在拟南芥中，AtIPT1、AtIPT2、AtIPT3、AtIPT8和AtIPT9不受生长素影响，但AtIPT5和AtIPT7受生长素诱导上调[16]。在芜菁(Brassicarapa)中，生长素抑制了BrIPT3-2、BrIPT5-2和BrIPT7-1的表达[17]。大豆GmIPT1基因受植物激素和化学试剂诱导上调[12]。在番茄(Solanumlycopersicum)果实中，ABA含量调节IPT4的表达，从而通过影响胡萝卜素异构酶基因ZISO的表达来积极调节番茄红素的生物合成[18]。海角旋果苣(Streptocarpusrexii)的SrTPT5和SrTPT92个基因中，萘乙酸(NAA)显著降低SrTPT5表达量，极显著降低SrIPT9表达量，6-苯甲氨基嘌呤(BAP)能降低2个基因的表达量，但没达到显著水平，赤霉酸(GA3)显著降低SrIPT9表达量，却不降低SrIPT5表达量[19]。以上研究表明，植物激素和化学试剂影响IPT基因的表达量。

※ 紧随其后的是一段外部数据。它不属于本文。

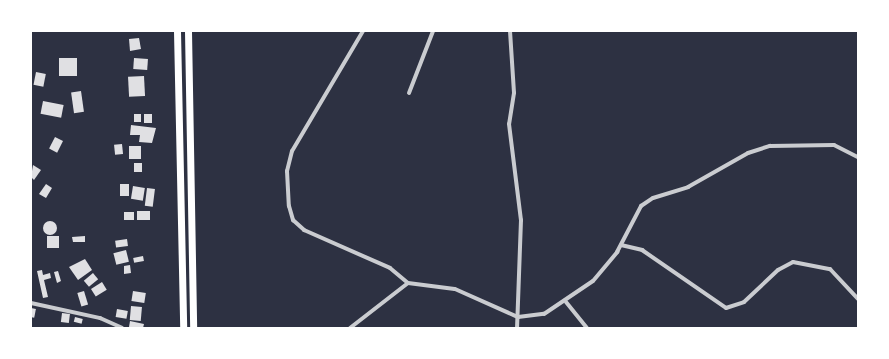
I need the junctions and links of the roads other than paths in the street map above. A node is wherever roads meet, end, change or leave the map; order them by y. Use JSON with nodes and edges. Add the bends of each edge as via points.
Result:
{"nodes":[{"id":1,"x":177,"y":31,"type":"edge"},
{"id":2,"x":188,"y":31,"type":"edge"},
{"id":3,"x":363,"y":31,"type":"edge"},
{"id":4,"x":433,"y":31,"type":"edge"},
{"id":5,"x":510,"y":31,"type":"edge"},
{"id":6,"x":409,"y":93,"type":"dead end"},
{"id":7,"x":858,"y":157,"type":"edge"},
{"id":8,"x":621,"y":245,"type":"junction"},
{"id":9,"x":408,"y":283,"type":"junction"},
{"id":10,"x":858,"y":299,"type":"edge"},
{"id":11,"x":566,"y":302,"type":"junction"},
{"id":12,"x":31,"y":303,"type":"edge"},
{"id":13,"x":518,"y":317,"type":"junction"},
{"id":14,"x":122,"y":328,"type":"edge"},
{"id":15,"x":183,"y":328,"type":"edge"},
{"id":16,"x":193,"y":328,"type":"edge"},
{"id":17,"x":350,"y":328,"type":"edge"},
{"id":18,"x":517,"y":328,"type":"edge"},
{"id":19,"x":587,"y":328,"type":"edge"}],
"edges":[{"from":1,"to":15,"type":"highway"},
{"from":2,"to":16,"type":"highway"},
{"from":3,"to":9,"type":"street","via":[[292,152],[287,171],[289,206],[294,220],[304,230],[390,268]]},
{"from":4,"to":6,"type":"street"},
{"from":5,"to":13,"type":"street","via":[[514,92],[509,124],[520,220]]},
{"from":7,"to":8,"type":"street","via":[[834,145],[790,144],[748,153],[688,186],[653,198],[641,206]]},
{"from":8,"to":10,"type":"street","via":[[642,250],[726,308],[744,302],[778,270],[792,262],[830,270]]},
{"from":8,"to":11,"type":"street","via":[[593,281]]},
{"from":9,"to":13,"type":"street","via":[[456,289]]},
{"from":9,"to":17,"type":"street"},
{"from":11,"to":13,"type":"street","via":[[544,314]]},
{"from":11,"to":19,"type":"street"},
{"from":12,"to":14,"type":"street","via":[[100,318]]},
{"from":13,"to":18,"type":"street"}]}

曾旭等[20]研究还表明，适当质量浓度的多效唑能够有效地提高小麦产量，促进半休眠的山药珠芽发芽[21]。本研究发现，多效唑使采收60 d后的山药珠芽中的DoIPTs基因上调，这能够解释贮藏60 d后山药珠芽的休眠解除启动才开始[22]，从而多效唑处理使珠芽发芽提早。另外，山药珠芽发芽前出现GA3含量下降，而多效唑处理加快GA3下降速度[23]，而GA3显著降低SrIPT9表达[19]，所以多效唑处理还可能通过降低GA3含量促进山药DoIPTs基因的表达量，进而促进珠芽发芽。多效唑究竟是直接使DoIPTs基因表达上调，还是通过降低GA3含量从而引起DoIPTs基因表达上调，还有待进一步研究。